------ PROVIDED RECORDS ------

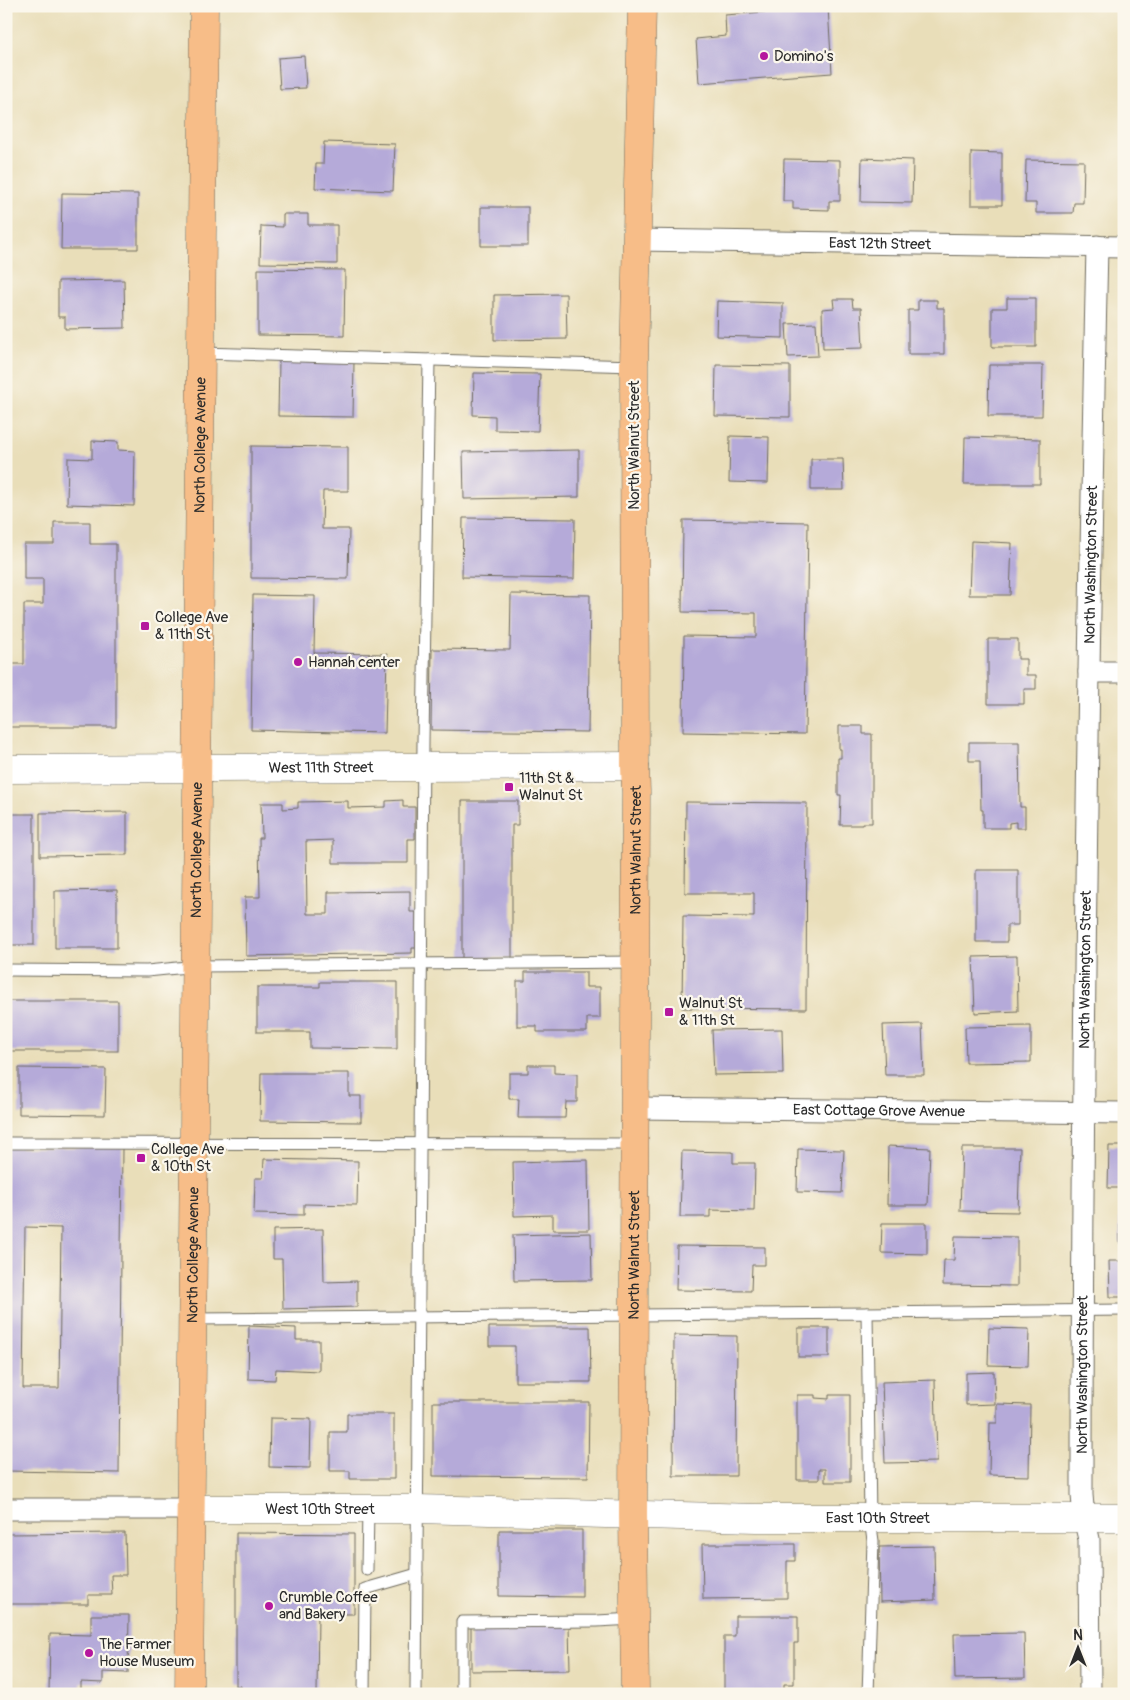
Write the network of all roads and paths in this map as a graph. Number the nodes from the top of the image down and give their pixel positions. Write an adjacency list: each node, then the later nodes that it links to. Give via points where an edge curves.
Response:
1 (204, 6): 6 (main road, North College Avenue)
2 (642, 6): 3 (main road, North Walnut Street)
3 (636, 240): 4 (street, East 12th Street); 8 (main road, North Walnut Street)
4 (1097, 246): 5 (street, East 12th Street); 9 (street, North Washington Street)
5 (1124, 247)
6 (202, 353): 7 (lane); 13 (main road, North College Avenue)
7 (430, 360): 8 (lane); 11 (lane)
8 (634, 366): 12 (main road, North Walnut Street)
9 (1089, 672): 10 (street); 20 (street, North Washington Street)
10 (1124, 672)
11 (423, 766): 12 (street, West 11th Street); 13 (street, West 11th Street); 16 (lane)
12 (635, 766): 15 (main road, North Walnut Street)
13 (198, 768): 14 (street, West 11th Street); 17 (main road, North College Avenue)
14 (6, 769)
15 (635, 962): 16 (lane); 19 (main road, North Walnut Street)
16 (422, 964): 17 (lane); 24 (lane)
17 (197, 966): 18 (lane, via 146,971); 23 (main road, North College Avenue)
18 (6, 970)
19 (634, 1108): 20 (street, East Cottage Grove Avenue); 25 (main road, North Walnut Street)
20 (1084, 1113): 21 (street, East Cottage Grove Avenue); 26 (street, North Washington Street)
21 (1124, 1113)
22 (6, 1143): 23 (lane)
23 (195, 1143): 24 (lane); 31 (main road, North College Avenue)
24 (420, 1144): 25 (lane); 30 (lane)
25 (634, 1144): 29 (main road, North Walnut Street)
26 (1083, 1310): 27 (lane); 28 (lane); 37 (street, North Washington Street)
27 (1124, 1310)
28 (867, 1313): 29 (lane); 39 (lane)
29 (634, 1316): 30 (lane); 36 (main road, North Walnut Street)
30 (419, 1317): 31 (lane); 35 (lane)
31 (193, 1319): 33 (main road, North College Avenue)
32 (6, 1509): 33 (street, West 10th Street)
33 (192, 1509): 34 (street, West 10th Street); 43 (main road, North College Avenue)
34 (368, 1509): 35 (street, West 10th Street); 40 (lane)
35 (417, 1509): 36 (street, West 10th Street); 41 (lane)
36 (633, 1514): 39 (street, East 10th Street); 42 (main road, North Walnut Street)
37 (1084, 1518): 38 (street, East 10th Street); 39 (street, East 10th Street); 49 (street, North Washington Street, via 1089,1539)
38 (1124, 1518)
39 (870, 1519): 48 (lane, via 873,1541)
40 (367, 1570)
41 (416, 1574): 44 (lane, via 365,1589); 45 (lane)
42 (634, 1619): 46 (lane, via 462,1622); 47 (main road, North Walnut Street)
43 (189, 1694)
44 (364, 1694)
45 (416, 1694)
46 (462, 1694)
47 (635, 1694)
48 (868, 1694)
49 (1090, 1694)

------

### [WHAT YOU HAVE TO DO]
Pictures do not belong in the copy. Output all of the records exactly.

### [RESPONSE TO THIS EXERCISE]
Write the network of all roads and paths in this map as a graph. Number the nodes from the top of the image down and give their pixel positions. Write an adjacency list: each node, then the later nodes that it links to. Give via points where an edge curves.
Response:
1 (204, 6): 6 (main road, North College Avenue)
2 (642, 6): 3 (main road, North Walnut Street)
3 (636, 240): 4 (street, East 12th Street); 8 (main road, North Walnut Street)
4 (1097, 246): 5 (street, East 12th Street); 9 (street, North Washington Street)
5 (1124, 247)
6 (202, 353): 7 (lane); 13 (main road, North College Avenue)
7 (430, 360): 8 (lane); 11 (lane)
8 (634, 366): 12 (main road, North Walnut Street)
9 (1089, 672): 10 (street); 20 (street, North Washington Street)
10 (1124, 672)
11 (423, 766): 12 (street, West 11th Street); 13 (street, West 11th Street); 16 (lane)
12 (635, 766): 15 (main road, North Walnut Street)
13 (198, 768): 14 (street, West 11th Street); 17 (main road, North College Avenue)
14 (6, 769)
15 (635, 962): 16 (lane); 19 (main road, North Walnut Street)
16 (422, 964): 17 (lane); 24 (lane)
17 (197, 966): 18 (lane, via 146,971); 23 (main road, North College Avenue)
18 (6, 970)
19 (634, 1108): 20 (street, East Cottage Grove Avenue); 25 (main road, North Walnut Street)
20 (1084, 1113): 21 (street, East Cottage Grove Avenue); 26 (street, North Washington Street)
21 (1124, 1113)
22 (6, 1143): 23 (lane)
23 (195, 1143): 24 (lane); 31 (main road, North College Avenue)
24 (420, 1144): 25 (lane); 30 (lane)
25 (634, 1144): 29 (main road, North Walnut Street)
26 (1083, 1310): 27 (lane); 28 (lane); 37 (street, North Washington Street)
27 (1124, 1310)
28 (867, 1313): 29 (lane); 39 (lane)
29 (634, 1316): 30 (lane); 36 (main road, North Walnut Street)
30 (419, 1317): 31 (lane); 35 (lane)
31 (193, 1319): 33 (main road, North College Avenue)
32 (6, 1509): 33 (street, West 10th Street)
33 (192, 1509): 34 (street, West 10th Street); 43 (main road, North College Avenue)
34 (368, 1509): 35 (street, West 10th Street); 40 (lane)
35 (417, 1509): 36 (street, West 10th Street); 41 (lane)
36 (633, 1514): 39 (street, East 10th Street); 42 (main road, North Walnut Street)
37 (1084, 1518): 38 (street, East 10th Street); 39 (street, East 10th Street); 49 (street, North Washington Street, via 1089,1539)
38 (1124, 1518)
39 (870, 1519): 48 (lane, via 873,1541)
40 (367, 1570)
41 (416, 1574): 44 (lane, via 365,1589); 45 (lane)
42 (634, 1619): 46 (lane, via 462,1622); 47 (main road, North Walnut Street)
43 (189, 1694)
44 (364, 1694)
45 (416, 1694)
46 (462, 1694)
47 (635, 1694)
48 (868, 1694)
49 (1090, 1694)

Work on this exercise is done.